Aim of the exercise: In the records below, tally each line that contains the word "상대남로" and give the total only.

(Records from a data collection)

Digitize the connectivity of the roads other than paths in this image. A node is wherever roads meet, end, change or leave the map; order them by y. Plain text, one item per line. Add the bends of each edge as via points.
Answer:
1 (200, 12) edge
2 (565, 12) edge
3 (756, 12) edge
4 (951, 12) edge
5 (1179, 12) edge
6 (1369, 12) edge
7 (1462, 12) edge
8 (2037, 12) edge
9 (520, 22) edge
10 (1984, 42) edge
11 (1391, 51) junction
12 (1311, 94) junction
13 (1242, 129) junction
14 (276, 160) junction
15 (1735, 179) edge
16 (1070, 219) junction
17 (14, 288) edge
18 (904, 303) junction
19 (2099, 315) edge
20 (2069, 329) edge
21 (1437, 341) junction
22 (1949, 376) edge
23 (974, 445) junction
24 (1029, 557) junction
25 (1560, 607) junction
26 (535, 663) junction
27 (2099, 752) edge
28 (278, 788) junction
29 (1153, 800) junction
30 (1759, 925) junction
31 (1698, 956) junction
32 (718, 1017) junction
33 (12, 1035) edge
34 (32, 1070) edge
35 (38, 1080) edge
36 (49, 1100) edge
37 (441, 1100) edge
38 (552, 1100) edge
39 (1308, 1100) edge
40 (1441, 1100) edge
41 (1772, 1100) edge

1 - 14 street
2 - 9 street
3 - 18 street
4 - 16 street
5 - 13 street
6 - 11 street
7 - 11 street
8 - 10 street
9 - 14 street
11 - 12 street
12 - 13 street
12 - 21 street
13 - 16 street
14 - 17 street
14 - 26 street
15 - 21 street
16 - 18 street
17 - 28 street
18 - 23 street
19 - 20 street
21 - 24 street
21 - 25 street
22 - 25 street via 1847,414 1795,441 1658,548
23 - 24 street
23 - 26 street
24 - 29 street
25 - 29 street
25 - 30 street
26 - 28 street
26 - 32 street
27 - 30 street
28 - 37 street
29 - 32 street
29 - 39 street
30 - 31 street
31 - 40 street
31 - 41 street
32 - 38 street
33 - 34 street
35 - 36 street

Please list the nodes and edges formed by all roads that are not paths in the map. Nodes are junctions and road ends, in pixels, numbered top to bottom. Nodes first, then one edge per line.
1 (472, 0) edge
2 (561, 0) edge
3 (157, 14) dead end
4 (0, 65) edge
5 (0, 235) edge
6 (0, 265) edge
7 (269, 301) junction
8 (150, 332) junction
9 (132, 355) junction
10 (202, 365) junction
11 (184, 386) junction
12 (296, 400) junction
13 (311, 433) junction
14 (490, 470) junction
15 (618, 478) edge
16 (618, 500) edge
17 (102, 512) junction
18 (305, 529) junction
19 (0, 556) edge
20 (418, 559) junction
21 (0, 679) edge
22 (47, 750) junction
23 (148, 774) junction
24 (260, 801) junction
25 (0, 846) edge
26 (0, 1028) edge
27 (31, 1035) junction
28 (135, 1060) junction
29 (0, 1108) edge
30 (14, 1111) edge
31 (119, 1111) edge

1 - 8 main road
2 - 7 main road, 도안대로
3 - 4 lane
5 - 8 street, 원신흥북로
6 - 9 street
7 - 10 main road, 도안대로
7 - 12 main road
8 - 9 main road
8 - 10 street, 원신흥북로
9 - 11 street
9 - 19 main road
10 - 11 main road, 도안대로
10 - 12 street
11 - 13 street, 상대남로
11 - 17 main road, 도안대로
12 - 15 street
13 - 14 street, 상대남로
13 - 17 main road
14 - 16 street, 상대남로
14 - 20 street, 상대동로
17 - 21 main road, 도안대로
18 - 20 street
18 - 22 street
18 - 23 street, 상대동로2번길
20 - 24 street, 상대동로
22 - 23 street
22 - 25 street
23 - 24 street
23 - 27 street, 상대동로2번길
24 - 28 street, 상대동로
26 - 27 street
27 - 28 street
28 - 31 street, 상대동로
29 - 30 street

Exercise output: 3